Pur tuttavia, dopo questa breve elencazione rimane insoddisfatto l’interrogativo iniziale: allora perché il fenomeno si riproduce e si espande persino nelle regioni dove il territorio civile è più forte e democratico?
(Primo tentativo di risposta). La repressione funziona, la prevenzione no. Basta verificare chi controlla la sicurezza della città e delle campagne, della loro vita economica e sociale e culturale. Coloro che gestiscono la protezione attraverso il racket o i vari traffici illeciti sono dei dispensatori di lavoro. Vedi il caso delle imprese mafiose che a L’Aquila forniscono manodopera in nero alle altre imprese, ovunque controllano la gestione dello spaccio e degli altri affari illeciti (dal trasporto su gomma ai rifiuti tossici). Costoro controllano anche un mercato di voti (anche assai caro e a volte poco fruttuoso), il mercato del precariato (vedi i Pip). Tutto ciò è stato reso possibile dalla debolezza della politica che ha fatto finta di non vedere e non sapere. Tutti dovranno cambiare approccio: partiti, politici, governi, Chiesa, sindacati e associazioni datoriali. Non basta più la condanna morale o peggio l’antimafia ipocrita (oggi fa più tendenza dirsi antimafioso per oscurare ogni forma di illegalità). Questo vale anche per la Chiesa. Don Francesco Michele Stabile storico, documenta nel suo libro di qualche anno fa, “I consoli di Dio”, come la Chiesa abbia pronunciato nel dopoguerra diverse condanne contro la criminalità, pur senza chiamarla mafia, ma ad essa riconducibili. Nel 1944 contro gli esecutori organizzati di delitti, nel 1952 anche contro i mandanti, nel 1982 la Conferenza Episcopale siciliana (CES) ha riconfermato quelle condanne, pur non ricorrendo alla scomunica, che invece il Santo Uffizio aveva pronunciato in maniera esplicita contro i comunisti nel 1949, poi il pronunciamento di Giovanni Paolo II ad Agrigento nel 1993, nel 1994 quello della CES dopo l’uccisione di don Pino Puglisi e infine, nel 2010, quello di Benedetto XVI a Palermo durante l’incontro con i giovani.

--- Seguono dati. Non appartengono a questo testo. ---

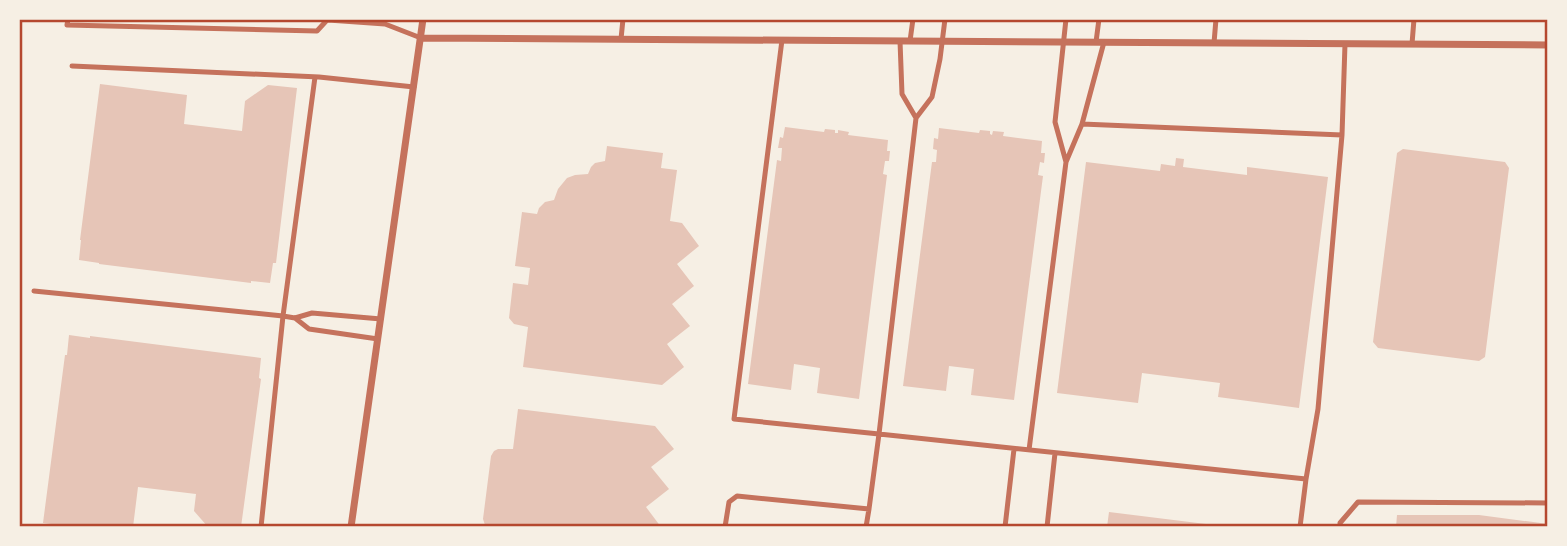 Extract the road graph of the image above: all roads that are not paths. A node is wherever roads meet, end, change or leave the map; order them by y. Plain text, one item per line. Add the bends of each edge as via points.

Anche per la Chiesa si pone il problema di come educare i propri membri laici e clericali a riconoscere e ripudiare le mafie nella vita sociale, ecclesiale, economica, nei funerali e nelle congregazioni. Se appartenere alla mafia significa, come dice Papa Bergoglio, essere nemico del bene comune ai mafiosi non possono essere dati i conforti religiosi, salvo pubblica conversione.

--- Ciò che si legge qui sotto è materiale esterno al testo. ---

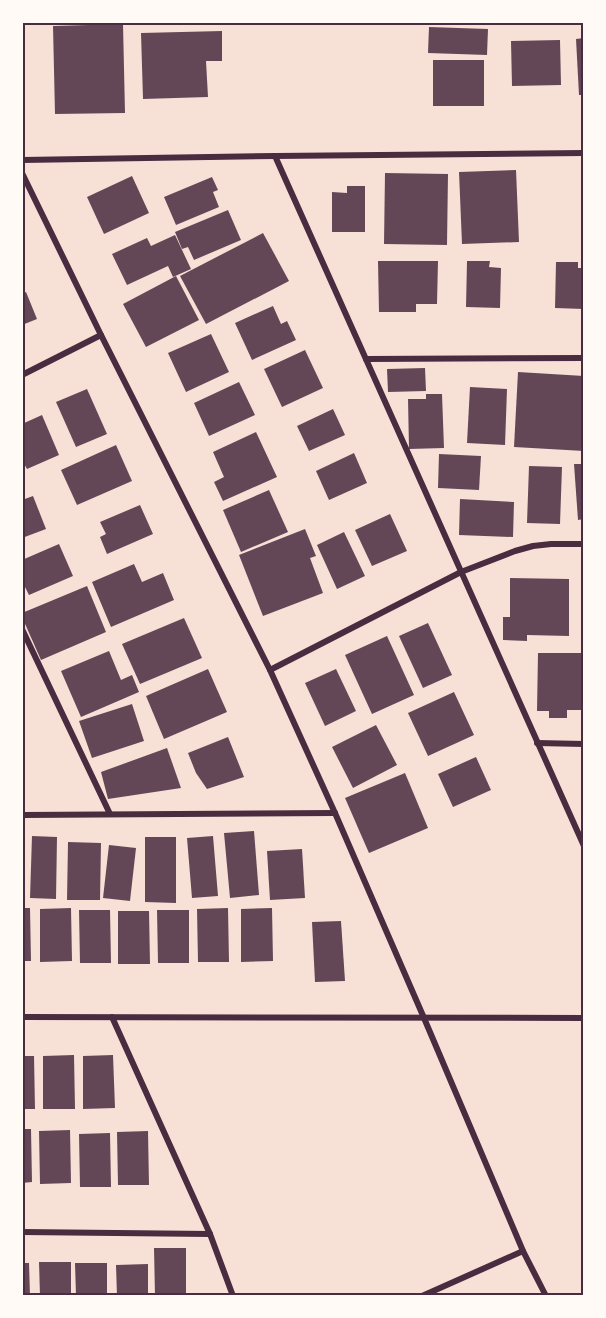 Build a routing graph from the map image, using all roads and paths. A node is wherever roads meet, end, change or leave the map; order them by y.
1 (584, 153) edge
2 (275, 156) junction
3 (22, 160) edge
4 (22, 172) edge
5 (101, 335) junction
6 (584, 358) edge
7 (366, 360) junction
8 (22, 375) edge
9 (584, 544) edge
10 (461, 572) junction
11 (22, 629) edge
12 (270, 670) junction
13 (537, 743) junction
14 (584, 744) edge
15 (335, 813) junction
16 (110, 814) junction
17 (22, 815) edge
18 (584, 846) edge
19 (22, 1017) edge
20 (112, 1017) junction
21 (424, 1018) junction
22 (584, 1018) edge
23 (22, 1232) edge
24 (210, 1234) junction
25 (523, 1251) junction
26 (233, 1296) edge
27 (422, 1296) edge
28 (546, 1296) edge

1 - 2 street
2 - 3 street
2 - 7 street
4 - 5 street
5 - 8 street
5 - 12 street
6 - 7 street
7 - 10 street
9 - 10 street
10 - 12 street
10 - 13 street
11 - 16 street
12 - 15 street
13 - 14 street
13 - 18 street
15 - 16 street
15 - 21 street
16 - 17 street
19 - 20 street
20 - 21 street
20 - 24 street
21 - 22 street
21 - 25 street
23 - 24 street
24 - 26 street
25 - 27 street
25 - 28 street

Non basta una predica morale contro la mafia, ma corsi di formazione di storia e politica antimafia nei seminari della Chiesa come nelle Università pubbliche e scelte politiche concrete nell’operato dei Governi.
Priorità e centralità ordinaria della questione mafiosa e della corruzione per riformare il sistema politico italiano. Da Crocetta e da Renzi attendiamo, dopo i primi segnali positivi delle loro azioni, una “rivoluzione politica” nella loro azione governativa antimafia.